- Exercise objective: A faithful transcription of all the records is required.
___
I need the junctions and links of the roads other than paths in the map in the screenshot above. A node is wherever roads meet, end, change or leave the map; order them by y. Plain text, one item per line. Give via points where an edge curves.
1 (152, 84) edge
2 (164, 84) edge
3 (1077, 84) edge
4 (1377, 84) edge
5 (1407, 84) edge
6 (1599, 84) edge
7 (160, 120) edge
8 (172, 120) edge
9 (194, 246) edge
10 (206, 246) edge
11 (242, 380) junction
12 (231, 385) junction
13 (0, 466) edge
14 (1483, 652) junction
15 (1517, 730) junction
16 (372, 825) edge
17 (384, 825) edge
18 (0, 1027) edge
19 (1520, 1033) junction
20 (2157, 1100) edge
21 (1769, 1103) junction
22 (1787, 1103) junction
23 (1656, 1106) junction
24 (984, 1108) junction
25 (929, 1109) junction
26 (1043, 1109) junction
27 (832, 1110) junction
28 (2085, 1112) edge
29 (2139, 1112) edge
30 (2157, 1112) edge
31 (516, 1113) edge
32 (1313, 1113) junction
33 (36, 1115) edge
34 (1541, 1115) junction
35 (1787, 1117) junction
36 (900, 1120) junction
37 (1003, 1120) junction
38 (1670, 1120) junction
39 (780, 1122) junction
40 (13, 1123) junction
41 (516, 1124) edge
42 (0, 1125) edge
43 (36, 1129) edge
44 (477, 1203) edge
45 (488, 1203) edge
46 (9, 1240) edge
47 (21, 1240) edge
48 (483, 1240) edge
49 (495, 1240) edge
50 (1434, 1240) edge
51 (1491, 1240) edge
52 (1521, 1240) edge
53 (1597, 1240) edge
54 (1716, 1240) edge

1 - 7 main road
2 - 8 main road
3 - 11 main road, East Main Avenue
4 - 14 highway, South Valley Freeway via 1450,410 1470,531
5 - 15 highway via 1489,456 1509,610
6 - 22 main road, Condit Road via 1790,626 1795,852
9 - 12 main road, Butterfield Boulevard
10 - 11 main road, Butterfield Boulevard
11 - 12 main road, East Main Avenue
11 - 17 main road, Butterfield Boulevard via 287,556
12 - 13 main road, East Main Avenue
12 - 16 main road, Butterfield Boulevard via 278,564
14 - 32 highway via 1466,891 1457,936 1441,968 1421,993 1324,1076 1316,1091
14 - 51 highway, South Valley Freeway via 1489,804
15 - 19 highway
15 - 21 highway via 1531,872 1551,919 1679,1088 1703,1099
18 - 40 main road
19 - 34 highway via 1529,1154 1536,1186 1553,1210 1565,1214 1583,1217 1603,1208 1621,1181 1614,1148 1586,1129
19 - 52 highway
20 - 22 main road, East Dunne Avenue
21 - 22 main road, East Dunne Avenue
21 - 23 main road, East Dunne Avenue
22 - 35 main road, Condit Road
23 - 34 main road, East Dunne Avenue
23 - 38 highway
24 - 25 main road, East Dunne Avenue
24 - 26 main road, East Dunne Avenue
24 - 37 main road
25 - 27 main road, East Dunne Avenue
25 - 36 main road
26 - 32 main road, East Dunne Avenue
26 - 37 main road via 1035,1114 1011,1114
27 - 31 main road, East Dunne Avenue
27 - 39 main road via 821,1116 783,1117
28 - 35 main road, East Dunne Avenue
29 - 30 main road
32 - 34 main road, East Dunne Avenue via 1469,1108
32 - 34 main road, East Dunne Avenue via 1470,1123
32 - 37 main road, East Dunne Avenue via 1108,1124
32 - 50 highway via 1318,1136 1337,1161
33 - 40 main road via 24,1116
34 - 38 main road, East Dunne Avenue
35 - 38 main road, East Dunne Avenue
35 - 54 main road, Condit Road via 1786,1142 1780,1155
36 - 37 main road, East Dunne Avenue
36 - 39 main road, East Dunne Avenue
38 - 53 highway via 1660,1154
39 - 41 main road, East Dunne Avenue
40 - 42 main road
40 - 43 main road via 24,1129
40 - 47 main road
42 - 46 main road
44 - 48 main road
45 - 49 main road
___
- Your solution:
I need the junctions and links of the roads other than paths in the map in the screenshot above. A node is wherever roads meet, end, change or leave the map; order them by y. Plain text, one item per line. Give via points where an edge curves.
1 (152, 84) edge
2 (164, 84) edge
3 (1077, 84) edge
4 (1377, 84) edge
5 (1407, 84) edge
6 (1599, 84) edge
7 (160, 120) edge
8 (172, 120) edge
9 (194, 246) edge
10 (206, 246) edge
11 (242, 380) junction
12 (231, 385) junction
13 (0, 466) edge
14 (1483, 652) junction
15 (1517, 730) junction
16 (372, 825) edge
17 (384, 825) edge
18 (0, 1027) edge
19 (1520, 1033) junction
20 (2157, 1100) edge
21 (1769, 1103) junction
22 (1787, 1103) junction
23 (1656, 1106) junction
24 (984, 1108) junction
25 (929, 1109) junction
26 (1043, 1109) junction
27 (832, 1110) junction
28 (2085, 1112) edge
29 (2139, 1112) edge
30 (2157, 1112) edge
31 (516, 1113) edge
32 (1313, 1113) junction
33 (36, 1115) edge
34 (1541, 1115) junction
35 (1787, 1117) junction
36 (900, 1120) junction
37 (1003, 1120) junction
38 (1670, 1120) junction
39 (780, 1122) junction
40 (13, 1123) junction
41 (516, 1124) edge
42 (0, 1125) edge
43 (36, 1129) edge
44 (477, 1203) edge
45 (488, 1203) edge
46 (9, 1240) edge
47 (21, 1240) edge
48 (483, 1240) edge
49 (495, 1240) edge
50 (1434, 1240) edge
51 (1491, 1240) edge
52 (1521, 1240) edge
53 (1597, 1240) edge
54 (1716, 1240) edge

1 - 7 main road
2 - 8 main road
3 - 11 main road, East Main Avenue
4 - 14 highway, South Valley Freeway via 1450,410 1470,531
5 - 15 highway via 1489,456 1509,610
6 - 22 main road, Condit Road via 1790,626 1795,852
9 - 12 main road, Butterfield Boulevard
10 - 11 main road, Butterfield Boulevard
11 - 12 main road, East Main Avenue
11 - 17 main road, Butterfield Boulevard via 287,556
12 - 13 main road, East Main Avenue
12 - 16 main road, Butterfield Boulevard via 278,564
14 - 32 highway via 1466,891 1457,936 1441,968 1421,993 1324,1076 1316,1091
14 - 51 highway, South Valley Freeway via 1489,804
15 - 19 highway
15 - 21 highway via 1531,872 1551,919 1679,1088 1703,1099
18 - 40 main road
19 - 34 highway via 1529,1154 1536,1186 1553,1210 1565,1214 1583,1217 1603,1208 1621,1181 1614,1148 1586,1129
19 - 52 highway
20 - 22 main road, East Dunne Avenue
21 - 22 main road, East Dunne Avenue
21 - 23 main road, East Dunne Avenue
22 - 35 main road, Condit Road
23 - 34 main road, East Dunne Avenue
23 - 38 highway
24 - 25 main road, East Dunne Avenue
24 - 26 main road, East Dunne Avenue
24 - 37 main road
25 - 27 main road, East Dunne Avenue
25 - 36 main road
26 - 32 main road, East Dunne Avenue
26 - 37 main road via 1035,1114 1011,1114
27 - 31 main road, East Dunne Avenue
27 - 39 main road via 821,1116 783,1117
28 - 35 main road, East Dunne Avenue
29 - 30 main road
32 - 34 main road, East Dunne Avenue via 1469,1108
32 - 34 main road, East Dunne Avenue via 1470,1123
32 - 37 main road, East Dunne Avenue via 1108,1124
32 - 50 highway via 1318,1136 1337,1161
33 - 40 main road via 24,1116
34 - 38 main road, East Dunne Avenue
35 - 38 main road, East Dunne Avenue
35 - 54 main road, Condit Road via 1786,1142 1780,1155
36 - 37 main road, East Dunne Avenue
36 - 39 main road, East Dunne Avenue
38 - 53 highway via 1660,1154
39 - 41 main road, East Dunne Avenue
40 - 42 main road
40 - 43 main road via 24,1129
40 - 47 main road
42 - 46 main road
44 - 48 main road
45 - 49 main road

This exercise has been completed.